Anthony Chalençon

Personal information
- Nationality: French
- Born: 13 August 1990 (age 36) Évian-les-Bains, France
- Height: 1.74 m (5 ft 9 in)

Sport
- Country: France
- Sport: Para Nordic skiing (Para cross-country skiing and Para biathlon)
- Disability: Visually impaired
- Disability class: NS1
- Partner: Simon Valverde (guide)

Medal record
Representing France
Paralympic Games
Men's Para cross-country skiing
| Gold medal – first place | 2018 Pyeongchang | 4 × 2.5 km relay open |
| Silver medal – second place | 2022 Beijing | 4 × 2.5 km relay open |
| Bronze medal – third place | 2026 Milano Cortina | 20 km freestyle visually impaired |
Men's Para biathlon
| Bronze medal – third place | 2018 Pyeongchang | 15 km visually impaired |
World Championships
Men's Para cross-country skiing
| Gold medal – first place | 2015 Cable | 4 x 2.5 km relay open |
| Gold medal – first place | 2017 Finsterau | 4 x 2.5 km relay open |
| Bronze medal – third place | 2019 Prince George | 10 km Middle |
Men's Para biathlon
| Bronze medal – third place | 2017 Finsterau | 7.5 km Sprint |
| Bronze medal – third place | 2019 Prince George | 12.5 km Middle |
| Silver medal – second place | 2019 Prince George | 4 x 2.5 km relay open |

= Anthony Chalençon =

French Para alpine skier, cross-country skier and biathlete (born 1990)

Anthony Chalençon (born 13 August 1990) is a French male visually impaired Para cross-country skier and biathlete who also formerly competed as a Para alpine skier. He switched from alpine skiing to take up Paralympic Nordic skiing after a disastrous start to his Paralympic career as an alpine skier in 2010. Anthony Chalençon clinched his first Paralympic medals after clinching a bronze medal in the 15km visually impaired biathlon event and gold in the Open Relay during the 2018 Winter Paralympics.

== Career ==
Anthony Chalençon took up Para Nordic skiing in late 2011. With Benjamin Daviet and Thomas Clarion he won two world titles in the relay in 2015 and 2017.

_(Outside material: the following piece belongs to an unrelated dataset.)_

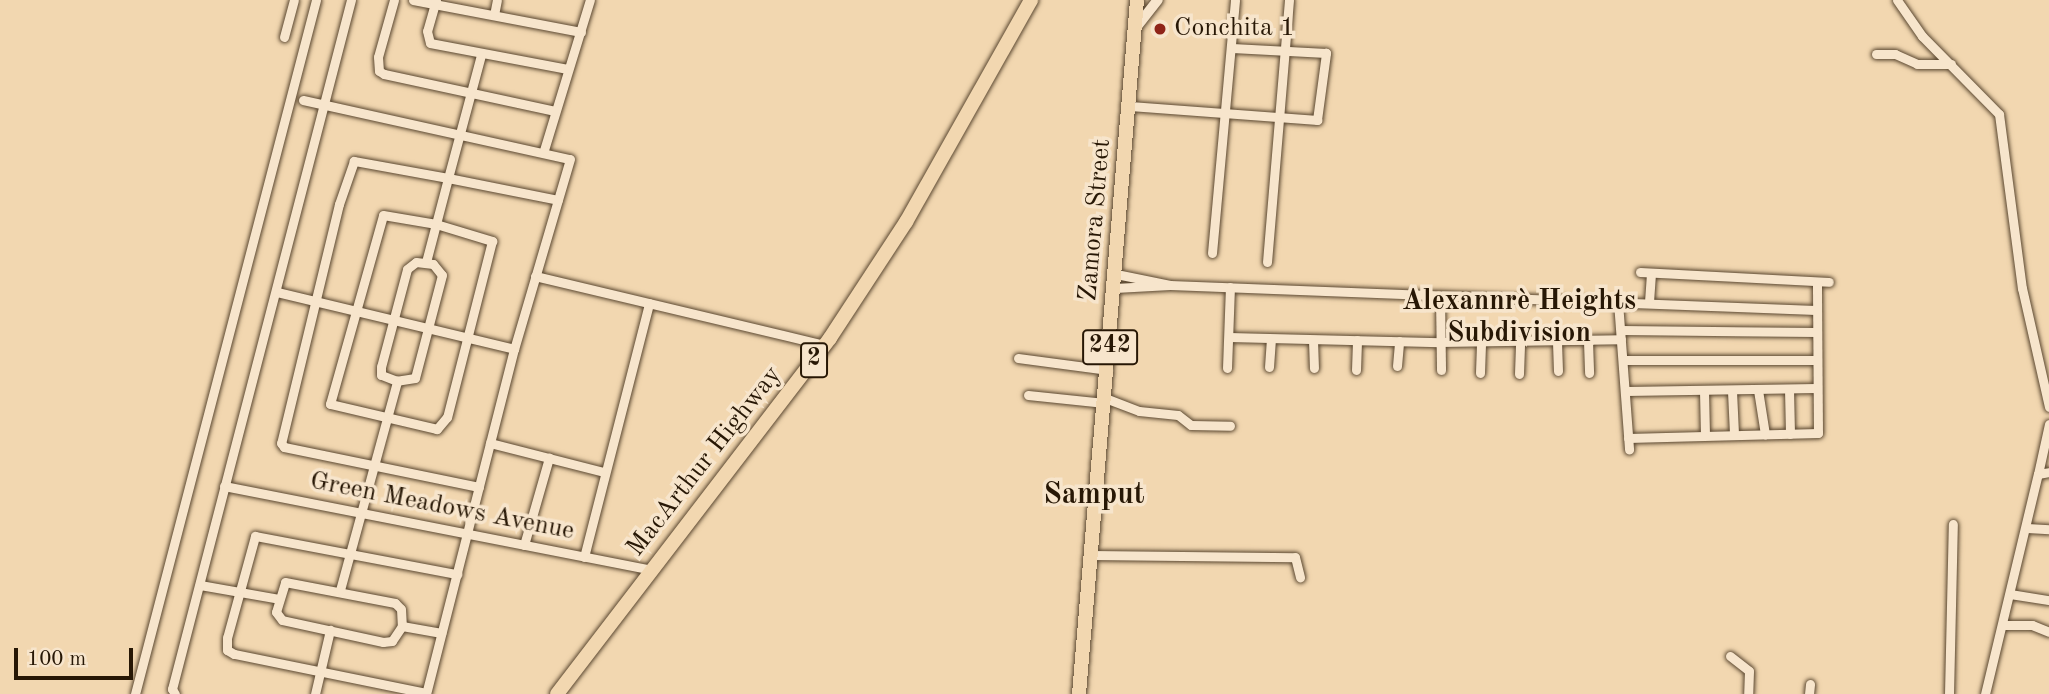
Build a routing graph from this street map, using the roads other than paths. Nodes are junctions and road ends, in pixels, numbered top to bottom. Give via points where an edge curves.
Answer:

He competed for France at the 2018 Winter Paralympics. He claimed his first Paralympic medal at the Pyeongchang Winter Paralympic Games, which was a bronze in the biathlon event.

He claimed his first Paralympic gold medal during the 2018 Winter Paralympics after winning the men's 4 x 2.5 km relay open team event for France along with other members including Benjamin Daviet and Thomas Clarion.